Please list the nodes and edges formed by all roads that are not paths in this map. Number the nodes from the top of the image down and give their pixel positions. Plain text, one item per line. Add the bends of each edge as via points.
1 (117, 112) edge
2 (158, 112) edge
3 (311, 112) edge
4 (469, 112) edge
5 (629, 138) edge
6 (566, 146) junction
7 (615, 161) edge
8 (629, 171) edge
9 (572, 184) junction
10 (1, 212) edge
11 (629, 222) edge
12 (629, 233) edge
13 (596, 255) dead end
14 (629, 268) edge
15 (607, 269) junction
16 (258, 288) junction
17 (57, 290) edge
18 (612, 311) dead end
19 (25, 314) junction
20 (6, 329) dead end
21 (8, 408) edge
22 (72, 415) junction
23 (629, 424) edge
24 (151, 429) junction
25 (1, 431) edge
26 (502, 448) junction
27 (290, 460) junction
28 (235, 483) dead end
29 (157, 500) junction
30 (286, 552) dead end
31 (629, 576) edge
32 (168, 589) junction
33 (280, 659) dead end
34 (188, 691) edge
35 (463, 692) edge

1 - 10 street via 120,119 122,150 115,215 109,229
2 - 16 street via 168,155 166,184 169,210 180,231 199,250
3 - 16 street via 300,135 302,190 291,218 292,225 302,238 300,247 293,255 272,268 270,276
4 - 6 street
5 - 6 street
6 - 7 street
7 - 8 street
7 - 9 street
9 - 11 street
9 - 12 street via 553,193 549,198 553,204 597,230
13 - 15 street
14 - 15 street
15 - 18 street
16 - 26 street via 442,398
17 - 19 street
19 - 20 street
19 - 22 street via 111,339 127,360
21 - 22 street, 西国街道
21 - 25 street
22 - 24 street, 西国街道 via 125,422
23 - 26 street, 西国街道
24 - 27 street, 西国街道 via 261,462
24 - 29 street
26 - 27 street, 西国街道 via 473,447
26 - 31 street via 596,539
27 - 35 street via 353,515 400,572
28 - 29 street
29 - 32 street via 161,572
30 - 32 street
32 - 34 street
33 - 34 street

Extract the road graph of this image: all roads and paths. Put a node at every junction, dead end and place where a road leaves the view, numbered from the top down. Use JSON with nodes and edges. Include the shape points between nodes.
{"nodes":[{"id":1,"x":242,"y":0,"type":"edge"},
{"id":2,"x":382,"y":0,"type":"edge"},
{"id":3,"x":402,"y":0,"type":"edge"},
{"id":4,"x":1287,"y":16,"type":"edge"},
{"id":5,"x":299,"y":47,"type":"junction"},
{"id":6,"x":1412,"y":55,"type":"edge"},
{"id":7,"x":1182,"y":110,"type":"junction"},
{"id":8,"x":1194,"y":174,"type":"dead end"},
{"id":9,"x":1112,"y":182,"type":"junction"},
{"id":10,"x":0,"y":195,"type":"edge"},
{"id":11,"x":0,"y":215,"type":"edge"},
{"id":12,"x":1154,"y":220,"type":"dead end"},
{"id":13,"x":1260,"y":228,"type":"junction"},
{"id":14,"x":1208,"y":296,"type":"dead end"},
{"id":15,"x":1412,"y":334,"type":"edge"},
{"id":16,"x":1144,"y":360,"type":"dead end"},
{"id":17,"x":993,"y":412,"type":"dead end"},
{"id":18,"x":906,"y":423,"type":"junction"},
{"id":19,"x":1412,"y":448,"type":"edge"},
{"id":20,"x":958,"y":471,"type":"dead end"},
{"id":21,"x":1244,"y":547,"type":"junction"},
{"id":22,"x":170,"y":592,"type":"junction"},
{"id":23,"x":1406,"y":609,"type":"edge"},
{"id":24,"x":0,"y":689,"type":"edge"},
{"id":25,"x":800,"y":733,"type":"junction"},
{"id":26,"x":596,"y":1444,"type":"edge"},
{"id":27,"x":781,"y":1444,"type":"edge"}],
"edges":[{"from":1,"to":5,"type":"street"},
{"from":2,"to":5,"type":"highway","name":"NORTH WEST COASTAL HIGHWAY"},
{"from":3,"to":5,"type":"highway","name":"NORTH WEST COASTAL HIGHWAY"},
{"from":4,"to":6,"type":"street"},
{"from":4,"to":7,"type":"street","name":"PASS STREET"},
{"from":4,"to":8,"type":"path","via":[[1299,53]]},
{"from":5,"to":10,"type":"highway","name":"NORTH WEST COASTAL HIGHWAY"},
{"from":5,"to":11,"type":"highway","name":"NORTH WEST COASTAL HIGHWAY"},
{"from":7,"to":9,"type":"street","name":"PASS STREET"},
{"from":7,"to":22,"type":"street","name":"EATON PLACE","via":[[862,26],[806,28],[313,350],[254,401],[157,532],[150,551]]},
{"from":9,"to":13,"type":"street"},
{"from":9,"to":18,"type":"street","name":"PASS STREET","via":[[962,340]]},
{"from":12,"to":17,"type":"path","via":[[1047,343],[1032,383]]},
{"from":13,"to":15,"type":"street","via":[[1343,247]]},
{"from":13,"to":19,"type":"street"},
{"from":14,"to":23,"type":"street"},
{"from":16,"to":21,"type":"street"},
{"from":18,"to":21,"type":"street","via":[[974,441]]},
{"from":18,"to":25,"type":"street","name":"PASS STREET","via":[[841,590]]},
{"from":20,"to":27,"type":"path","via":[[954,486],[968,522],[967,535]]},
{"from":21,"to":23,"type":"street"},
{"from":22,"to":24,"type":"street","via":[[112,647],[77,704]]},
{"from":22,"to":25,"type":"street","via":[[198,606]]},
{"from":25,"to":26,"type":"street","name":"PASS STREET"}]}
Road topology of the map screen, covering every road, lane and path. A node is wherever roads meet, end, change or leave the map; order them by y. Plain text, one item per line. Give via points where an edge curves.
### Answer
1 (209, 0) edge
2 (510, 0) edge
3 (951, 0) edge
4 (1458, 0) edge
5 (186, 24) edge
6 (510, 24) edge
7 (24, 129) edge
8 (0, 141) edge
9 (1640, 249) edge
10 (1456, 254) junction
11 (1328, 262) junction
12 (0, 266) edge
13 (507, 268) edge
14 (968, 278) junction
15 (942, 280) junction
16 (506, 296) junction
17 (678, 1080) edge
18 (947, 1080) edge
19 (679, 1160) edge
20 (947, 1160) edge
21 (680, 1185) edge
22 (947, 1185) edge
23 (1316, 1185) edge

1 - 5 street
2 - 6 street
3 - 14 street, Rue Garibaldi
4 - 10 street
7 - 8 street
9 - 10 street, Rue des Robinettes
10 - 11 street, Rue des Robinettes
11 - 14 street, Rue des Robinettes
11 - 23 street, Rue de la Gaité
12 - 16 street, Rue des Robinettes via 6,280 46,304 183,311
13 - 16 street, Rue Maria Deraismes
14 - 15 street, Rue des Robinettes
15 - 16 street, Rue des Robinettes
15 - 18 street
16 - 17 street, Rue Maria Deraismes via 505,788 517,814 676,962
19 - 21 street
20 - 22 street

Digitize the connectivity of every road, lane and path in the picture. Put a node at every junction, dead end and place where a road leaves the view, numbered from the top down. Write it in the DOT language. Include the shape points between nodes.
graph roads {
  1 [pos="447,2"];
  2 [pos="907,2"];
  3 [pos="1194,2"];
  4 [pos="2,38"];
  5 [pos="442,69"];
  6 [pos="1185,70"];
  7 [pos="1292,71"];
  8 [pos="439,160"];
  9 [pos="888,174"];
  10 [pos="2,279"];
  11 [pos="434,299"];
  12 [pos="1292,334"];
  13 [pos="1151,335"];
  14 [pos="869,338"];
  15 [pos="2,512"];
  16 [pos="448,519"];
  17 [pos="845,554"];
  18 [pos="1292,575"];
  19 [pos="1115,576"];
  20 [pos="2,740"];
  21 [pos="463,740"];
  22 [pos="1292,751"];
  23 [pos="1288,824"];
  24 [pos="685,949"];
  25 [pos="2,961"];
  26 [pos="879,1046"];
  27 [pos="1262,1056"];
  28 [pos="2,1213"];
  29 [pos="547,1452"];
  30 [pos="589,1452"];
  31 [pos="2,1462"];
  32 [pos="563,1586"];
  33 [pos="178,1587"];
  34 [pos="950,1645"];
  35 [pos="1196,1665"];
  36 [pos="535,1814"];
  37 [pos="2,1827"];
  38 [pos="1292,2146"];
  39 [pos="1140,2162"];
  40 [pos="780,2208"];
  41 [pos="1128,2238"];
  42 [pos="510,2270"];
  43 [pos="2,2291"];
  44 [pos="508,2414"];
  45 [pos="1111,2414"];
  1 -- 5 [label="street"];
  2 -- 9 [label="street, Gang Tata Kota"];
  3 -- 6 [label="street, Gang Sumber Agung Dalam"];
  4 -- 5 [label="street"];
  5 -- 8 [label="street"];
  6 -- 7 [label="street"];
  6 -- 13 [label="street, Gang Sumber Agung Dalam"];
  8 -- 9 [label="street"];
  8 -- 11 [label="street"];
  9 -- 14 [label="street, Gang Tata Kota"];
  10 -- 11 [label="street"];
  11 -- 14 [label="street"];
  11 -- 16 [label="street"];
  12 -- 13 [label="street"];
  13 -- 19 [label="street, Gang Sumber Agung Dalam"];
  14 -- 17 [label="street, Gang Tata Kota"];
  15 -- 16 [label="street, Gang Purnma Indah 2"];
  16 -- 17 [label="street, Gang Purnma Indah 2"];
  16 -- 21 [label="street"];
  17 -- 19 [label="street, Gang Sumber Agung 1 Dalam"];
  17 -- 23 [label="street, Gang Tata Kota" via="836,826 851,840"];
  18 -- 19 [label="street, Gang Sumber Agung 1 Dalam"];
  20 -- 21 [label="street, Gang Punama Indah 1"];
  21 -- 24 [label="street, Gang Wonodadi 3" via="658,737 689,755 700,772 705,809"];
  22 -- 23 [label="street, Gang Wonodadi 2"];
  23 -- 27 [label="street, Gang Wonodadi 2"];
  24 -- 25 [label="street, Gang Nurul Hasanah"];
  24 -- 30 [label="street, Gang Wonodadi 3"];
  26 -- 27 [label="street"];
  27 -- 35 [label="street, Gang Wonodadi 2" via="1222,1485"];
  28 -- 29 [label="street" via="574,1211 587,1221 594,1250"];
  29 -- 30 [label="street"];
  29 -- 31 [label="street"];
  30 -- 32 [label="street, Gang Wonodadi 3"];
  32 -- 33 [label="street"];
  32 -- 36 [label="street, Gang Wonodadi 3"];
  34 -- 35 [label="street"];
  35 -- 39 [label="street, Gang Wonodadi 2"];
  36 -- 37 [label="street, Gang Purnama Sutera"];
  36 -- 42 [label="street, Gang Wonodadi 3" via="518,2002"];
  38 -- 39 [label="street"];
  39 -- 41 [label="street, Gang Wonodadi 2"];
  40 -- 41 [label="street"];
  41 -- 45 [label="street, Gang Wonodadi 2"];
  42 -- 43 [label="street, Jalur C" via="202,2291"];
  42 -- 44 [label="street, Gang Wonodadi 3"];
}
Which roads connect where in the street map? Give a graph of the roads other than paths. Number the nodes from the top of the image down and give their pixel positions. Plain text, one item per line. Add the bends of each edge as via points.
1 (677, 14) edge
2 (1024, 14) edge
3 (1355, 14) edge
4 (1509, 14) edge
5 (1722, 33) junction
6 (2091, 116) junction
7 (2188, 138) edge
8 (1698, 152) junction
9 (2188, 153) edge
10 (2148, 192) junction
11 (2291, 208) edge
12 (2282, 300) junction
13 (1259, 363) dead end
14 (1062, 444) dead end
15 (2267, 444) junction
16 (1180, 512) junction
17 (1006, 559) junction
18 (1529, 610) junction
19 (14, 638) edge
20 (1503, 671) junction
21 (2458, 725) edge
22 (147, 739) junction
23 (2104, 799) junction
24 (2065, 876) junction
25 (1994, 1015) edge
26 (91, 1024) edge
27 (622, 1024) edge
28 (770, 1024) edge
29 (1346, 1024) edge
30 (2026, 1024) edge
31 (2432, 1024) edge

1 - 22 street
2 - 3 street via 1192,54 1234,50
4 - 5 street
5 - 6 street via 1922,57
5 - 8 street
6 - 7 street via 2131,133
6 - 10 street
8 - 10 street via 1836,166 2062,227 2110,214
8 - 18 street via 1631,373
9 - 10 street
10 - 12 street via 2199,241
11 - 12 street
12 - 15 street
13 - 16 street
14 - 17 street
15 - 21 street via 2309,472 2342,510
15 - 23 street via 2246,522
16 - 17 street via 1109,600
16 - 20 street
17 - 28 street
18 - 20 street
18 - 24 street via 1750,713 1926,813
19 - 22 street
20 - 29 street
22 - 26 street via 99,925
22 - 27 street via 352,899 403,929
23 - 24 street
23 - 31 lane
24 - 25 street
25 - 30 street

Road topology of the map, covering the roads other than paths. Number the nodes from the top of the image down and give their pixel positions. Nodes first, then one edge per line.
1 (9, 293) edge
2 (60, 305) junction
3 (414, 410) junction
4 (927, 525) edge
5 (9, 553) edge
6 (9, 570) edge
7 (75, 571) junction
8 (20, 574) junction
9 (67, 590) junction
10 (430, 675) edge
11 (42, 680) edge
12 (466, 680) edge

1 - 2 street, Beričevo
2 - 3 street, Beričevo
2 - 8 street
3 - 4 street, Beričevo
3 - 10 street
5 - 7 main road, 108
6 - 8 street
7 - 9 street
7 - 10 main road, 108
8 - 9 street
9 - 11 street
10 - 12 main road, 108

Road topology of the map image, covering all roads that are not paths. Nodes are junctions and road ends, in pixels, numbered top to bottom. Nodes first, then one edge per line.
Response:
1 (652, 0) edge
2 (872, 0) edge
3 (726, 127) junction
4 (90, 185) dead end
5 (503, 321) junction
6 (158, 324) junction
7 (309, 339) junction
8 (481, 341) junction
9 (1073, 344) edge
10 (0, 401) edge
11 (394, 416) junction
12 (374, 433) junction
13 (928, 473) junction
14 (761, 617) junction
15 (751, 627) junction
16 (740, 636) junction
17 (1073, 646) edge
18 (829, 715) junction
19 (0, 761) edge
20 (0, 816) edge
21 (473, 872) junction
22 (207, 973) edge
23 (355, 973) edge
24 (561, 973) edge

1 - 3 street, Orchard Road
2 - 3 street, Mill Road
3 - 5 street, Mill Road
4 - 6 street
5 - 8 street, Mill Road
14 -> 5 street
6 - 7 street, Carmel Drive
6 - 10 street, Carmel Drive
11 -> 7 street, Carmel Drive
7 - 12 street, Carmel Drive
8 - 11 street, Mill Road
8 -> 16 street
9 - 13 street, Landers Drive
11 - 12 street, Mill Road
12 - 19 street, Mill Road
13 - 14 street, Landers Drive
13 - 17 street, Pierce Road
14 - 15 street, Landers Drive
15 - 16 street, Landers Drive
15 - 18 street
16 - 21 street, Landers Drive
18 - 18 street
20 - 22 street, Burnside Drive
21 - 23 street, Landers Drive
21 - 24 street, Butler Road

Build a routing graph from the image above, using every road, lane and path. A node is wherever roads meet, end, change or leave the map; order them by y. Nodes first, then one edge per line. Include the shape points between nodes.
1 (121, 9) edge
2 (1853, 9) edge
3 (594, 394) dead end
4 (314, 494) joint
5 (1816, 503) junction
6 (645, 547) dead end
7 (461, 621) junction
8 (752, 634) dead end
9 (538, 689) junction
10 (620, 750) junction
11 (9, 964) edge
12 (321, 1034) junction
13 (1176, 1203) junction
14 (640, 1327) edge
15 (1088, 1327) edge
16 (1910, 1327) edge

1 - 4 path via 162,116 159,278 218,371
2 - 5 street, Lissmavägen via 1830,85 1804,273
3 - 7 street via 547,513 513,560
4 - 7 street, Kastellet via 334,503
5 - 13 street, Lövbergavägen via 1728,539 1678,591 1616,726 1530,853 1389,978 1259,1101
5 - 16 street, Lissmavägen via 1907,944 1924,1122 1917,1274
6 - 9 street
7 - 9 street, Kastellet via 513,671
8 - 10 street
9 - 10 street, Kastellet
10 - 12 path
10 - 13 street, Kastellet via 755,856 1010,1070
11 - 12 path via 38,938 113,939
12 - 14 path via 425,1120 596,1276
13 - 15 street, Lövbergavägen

* * * * * * * * *

# Task goal:
Locate all lines in the listing above with the word "Carmel". Copy them.

# Answer space:
6 - 7 street, Carmel Drive
6 - 10 street, Carmel Drive
11 -> 7 street, Carmel Drive
7 - 12 street, Carmel Drive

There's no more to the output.